Our multidisciplinary group of African and UK researchers will work with youth in Ghana and Zimbabwe to adapt and evaluate a stepped care intervention for youth aged 15 to 24 with depression or anxiety, which is suitable to be delivered through task-shifting to non-specialists.
We have previously shown the acceptability and effectiveness of a stepped-care intervention called the Friendship Bench for working age adults in Zimbabwe. This comprises brief psychological therapy, with the option of adding an antidepressant for those who do not recover. We now wish to adapt this for youth.

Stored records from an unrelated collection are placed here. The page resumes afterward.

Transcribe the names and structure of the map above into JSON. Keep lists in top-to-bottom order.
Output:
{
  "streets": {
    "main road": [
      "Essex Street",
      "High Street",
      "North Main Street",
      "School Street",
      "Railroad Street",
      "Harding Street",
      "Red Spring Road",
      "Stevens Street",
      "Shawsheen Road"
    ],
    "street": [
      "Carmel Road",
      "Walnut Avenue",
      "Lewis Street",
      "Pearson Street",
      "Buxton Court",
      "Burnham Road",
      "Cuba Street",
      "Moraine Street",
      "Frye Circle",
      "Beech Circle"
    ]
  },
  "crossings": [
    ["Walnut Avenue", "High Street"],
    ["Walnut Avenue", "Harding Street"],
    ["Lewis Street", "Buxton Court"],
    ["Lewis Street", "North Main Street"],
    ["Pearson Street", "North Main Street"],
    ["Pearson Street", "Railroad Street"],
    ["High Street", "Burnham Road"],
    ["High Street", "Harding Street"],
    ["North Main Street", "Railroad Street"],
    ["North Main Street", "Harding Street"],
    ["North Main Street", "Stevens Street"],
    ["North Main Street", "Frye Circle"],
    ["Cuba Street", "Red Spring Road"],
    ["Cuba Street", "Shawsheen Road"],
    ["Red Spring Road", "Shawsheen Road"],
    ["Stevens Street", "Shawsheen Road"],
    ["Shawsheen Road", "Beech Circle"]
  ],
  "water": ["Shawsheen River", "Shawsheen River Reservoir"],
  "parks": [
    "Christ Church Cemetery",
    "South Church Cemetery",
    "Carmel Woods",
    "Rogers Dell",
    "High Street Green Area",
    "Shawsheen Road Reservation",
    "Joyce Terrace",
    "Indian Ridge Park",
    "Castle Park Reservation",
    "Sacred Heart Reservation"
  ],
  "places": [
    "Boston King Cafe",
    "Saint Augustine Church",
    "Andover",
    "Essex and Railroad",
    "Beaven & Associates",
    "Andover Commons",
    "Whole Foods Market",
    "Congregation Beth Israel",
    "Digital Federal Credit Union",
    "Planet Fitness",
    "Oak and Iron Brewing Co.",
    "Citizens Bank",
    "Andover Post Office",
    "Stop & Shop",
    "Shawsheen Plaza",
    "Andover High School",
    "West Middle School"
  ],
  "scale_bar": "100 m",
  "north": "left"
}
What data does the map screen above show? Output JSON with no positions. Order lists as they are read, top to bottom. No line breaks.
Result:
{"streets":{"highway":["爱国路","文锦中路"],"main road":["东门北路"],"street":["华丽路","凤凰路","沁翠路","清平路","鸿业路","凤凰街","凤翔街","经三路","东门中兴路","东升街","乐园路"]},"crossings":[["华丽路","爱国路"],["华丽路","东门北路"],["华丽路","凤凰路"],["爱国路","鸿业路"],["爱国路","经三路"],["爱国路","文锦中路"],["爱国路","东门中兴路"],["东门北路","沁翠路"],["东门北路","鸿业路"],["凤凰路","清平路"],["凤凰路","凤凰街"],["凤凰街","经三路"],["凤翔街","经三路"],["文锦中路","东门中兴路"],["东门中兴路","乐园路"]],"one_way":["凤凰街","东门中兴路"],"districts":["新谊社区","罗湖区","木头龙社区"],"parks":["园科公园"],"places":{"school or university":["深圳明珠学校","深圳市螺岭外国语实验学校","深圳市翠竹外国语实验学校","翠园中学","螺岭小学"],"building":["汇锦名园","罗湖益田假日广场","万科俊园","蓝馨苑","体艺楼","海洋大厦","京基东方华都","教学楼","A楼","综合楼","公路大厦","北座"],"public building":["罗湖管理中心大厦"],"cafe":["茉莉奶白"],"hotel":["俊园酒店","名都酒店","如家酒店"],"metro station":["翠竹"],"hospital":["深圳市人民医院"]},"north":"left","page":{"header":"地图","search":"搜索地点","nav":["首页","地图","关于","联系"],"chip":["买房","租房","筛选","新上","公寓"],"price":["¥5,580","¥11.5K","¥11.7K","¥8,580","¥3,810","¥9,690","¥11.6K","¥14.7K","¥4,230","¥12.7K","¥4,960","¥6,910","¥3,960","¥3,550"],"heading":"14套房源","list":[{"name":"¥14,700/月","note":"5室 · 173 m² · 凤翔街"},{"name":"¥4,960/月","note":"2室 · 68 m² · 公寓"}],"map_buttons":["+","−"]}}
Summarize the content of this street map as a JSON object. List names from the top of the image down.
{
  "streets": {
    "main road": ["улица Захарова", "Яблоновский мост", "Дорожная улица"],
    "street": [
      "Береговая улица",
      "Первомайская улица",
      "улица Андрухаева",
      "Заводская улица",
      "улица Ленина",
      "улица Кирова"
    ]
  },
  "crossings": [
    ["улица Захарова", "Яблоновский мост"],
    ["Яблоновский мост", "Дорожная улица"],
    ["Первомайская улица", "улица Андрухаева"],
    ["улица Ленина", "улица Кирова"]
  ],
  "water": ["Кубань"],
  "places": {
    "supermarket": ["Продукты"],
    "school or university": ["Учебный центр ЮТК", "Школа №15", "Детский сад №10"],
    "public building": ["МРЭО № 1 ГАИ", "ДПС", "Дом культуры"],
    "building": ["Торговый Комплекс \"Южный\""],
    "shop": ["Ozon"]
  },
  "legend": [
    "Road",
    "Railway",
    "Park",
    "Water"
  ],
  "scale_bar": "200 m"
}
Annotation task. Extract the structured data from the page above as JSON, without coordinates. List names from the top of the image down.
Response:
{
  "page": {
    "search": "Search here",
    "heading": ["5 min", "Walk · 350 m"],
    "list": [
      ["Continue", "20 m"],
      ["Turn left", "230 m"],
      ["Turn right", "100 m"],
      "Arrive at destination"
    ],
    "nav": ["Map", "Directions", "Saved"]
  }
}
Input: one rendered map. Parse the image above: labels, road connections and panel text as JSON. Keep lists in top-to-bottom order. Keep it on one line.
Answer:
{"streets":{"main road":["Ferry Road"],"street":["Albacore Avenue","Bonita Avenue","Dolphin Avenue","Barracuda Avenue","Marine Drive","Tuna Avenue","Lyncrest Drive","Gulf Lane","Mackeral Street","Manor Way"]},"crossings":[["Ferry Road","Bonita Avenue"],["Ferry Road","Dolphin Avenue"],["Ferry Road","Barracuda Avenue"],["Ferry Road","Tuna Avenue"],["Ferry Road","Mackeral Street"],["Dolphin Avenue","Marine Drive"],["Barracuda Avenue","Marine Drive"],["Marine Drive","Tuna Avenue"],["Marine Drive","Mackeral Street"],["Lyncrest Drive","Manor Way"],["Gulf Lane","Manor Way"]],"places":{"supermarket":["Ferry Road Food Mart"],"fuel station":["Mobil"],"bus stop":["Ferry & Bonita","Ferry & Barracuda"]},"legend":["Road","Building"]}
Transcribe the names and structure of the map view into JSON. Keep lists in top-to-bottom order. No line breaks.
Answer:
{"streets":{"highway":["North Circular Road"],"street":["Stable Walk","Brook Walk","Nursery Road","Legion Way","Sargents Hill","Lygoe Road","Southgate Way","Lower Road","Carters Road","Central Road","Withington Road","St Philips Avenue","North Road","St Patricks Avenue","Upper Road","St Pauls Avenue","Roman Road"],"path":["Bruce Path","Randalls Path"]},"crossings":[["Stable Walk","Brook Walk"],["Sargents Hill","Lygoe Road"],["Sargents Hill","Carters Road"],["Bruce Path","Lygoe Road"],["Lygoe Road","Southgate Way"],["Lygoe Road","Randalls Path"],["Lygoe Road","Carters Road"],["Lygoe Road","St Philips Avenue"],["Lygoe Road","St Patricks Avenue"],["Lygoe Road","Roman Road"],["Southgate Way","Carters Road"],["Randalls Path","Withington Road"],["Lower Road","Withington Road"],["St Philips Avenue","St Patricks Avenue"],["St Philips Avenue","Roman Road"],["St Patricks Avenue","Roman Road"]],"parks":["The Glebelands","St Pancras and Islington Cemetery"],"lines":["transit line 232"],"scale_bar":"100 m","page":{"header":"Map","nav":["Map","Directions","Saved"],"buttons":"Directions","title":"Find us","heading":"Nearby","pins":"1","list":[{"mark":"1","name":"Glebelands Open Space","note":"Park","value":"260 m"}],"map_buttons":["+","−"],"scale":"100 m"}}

In the Formative Phase we will apply a theory-informed participatory approach to adapt the intervention, and develop implementation strategies in Zimbabwe and Ghana. Based on country priorities and context, we will tailor the intervention in Ghana for those aged 15-18 enrolled in Ghana’s free senior high school system and in Zimbabwe for youth aged 15-24 in schools, colleges and community health settings including sexual health services.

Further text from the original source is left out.